Lines that contain the string "Victoria" are the ones to list; copy all of them from the records.

BEGIN Records provided

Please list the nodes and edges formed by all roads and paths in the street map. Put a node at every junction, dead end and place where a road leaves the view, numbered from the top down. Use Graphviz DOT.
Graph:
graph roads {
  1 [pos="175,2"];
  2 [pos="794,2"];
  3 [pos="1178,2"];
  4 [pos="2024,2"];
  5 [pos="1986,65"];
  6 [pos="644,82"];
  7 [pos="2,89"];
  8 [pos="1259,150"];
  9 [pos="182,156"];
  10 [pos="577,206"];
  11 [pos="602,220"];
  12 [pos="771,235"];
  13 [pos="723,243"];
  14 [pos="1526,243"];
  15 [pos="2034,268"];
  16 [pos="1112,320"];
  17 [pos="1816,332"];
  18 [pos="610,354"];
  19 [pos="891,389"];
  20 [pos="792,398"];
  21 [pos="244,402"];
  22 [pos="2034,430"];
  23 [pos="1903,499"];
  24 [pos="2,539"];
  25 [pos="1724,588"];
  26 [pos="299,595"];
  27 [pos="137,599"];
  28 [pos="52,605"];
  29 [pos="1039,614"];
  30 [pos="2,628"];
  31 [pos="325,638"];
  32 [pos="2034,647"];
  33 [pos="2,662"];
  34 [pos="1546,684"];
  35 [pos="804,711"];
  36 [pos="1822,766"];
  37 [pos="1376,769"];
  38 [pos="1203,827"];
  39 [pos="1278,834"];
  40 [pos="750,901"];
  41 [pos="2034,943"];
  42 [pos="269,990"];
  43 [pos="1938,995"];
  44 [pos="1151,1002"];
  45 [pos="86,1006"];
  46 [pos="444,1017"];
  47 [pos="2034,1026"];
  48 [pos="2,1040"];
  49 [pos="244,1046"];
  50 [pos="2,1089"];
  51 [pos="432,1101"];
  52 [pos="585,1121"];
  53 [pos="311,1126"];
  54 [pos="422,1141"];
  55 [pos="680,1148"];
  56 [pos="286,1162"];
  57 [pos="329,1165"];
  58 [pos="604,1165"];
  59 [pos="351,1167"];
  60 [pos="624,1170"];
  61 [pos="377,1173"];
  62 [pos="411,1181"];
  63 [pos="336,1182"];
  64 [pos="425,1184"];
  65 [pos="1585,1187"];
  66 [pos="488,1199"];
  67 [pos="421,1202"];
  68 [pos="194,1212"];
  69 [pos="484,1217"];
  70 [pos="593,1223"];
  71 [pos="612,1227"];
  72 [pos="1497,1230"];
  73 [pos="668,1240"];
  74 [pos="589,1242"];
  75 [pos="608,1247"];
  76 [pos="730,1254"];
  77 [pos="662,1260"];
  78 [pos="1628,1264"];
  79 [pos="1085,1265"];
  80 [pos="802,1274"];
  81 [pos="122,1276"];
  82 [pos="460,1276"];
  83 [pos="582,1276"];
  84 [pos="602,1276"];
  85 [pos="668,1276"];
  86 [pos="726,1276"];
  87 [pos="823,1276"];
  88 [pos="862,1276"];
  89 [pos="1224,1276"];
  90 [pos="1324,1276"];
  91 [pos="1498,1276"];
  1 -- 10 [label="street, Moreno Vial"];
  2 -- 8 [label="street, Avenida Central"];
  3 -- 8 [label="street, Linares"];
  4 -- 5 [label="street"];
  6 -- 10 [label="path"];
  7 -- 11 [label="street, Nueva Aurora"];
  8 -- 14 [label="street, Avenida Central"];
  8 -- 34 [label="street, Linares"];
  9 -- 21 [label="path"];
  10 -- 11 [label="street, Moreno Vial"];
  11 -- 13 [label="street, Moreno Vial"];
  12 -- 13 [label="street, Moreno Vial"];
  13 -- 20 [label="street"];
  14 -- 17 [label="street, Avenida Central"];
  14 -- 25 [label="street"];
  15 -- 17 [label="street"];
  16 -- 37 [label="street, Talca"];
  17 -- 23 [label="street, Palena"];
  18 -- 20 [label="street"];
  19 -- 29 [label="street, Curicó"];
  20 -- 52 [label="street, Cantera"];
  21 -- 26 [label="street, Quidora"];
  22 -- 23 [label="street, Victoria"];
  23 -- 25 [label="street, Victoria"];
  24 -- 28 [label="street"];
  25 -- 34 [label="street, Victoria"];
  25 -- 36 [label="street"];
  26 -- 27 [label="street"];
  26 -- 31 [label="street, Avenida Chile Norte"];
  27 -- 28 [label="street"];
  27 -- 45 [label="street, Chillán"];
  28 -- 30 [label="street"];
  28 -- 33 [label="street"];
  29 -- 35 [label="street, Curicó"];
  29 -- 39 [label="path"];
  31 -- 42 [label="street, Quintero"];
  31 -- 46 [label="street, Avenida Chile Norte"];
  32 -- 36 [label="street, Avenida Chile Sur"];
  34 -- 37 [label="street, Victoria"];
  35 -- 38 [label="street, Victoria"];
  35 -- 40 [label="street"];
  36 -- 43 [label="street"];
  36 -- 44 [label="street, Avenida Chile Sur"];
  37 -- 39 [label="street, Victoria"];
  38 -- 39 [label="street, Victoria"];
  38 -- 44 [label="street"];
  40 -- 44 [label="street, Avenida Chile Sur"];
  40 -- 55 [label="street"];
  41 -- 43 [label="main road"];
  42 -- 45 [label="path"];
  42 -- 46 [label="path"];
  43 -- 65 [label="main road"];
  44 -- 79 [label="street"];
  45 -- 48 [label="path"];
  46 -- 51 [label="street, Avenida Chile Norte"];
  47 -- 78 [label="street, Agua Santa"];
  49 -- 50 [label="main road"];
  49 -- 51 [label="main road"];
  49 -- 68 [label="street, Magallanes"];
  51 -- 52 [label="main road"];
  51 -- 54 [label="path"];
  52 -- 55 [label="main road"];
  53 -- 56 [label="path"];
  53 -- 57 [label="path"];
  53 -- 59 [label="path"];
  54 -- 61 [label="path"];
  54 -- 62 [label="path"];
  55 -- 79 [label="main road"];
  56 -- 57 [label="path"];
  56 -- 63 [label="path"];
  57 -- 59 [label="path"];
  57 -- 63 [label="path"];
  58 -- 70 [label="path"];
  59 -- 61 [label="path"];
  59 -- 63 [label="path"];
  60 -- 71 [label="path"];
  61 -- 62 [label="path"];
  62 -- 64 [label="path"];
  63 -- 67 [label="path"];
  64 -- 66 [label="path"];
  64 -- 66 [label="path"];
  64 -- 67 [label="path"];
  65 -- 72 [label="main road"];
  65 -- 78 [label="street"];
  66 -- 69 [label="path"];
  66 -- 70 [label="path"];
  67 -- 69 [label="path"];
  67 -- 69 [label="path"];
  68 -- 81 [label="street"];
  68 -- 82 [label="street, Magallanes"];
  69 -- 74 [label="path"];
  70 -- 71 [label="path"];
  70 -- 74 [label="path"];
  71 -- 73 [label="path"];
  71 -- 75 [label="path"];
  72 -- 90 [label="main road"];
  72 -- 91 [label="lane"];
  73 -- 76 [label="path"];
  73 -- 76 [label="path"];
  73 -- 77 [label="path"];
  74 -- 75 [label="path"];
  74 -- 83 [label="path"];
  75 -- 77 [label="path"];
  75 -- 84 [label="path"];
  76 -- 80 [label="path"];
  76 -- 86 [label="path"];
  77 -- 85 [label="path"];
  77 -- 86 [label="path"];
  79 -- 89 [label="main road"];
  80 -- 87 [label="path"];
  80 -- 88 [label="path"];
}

END Records provided

Task response
  22 -- 23 [label="street, Victoria"];
  23 -- 25 [label="street, Victoria"];
  25 -- 34 [label="street, Victoria"];
  34 -- 37 [label="street, Victoria"];
  35 -- 38 [label="street, Victoria"];
  37 -- 39 [label="street, Victoria"];
  38 -- 39 [label="street, Victoria"];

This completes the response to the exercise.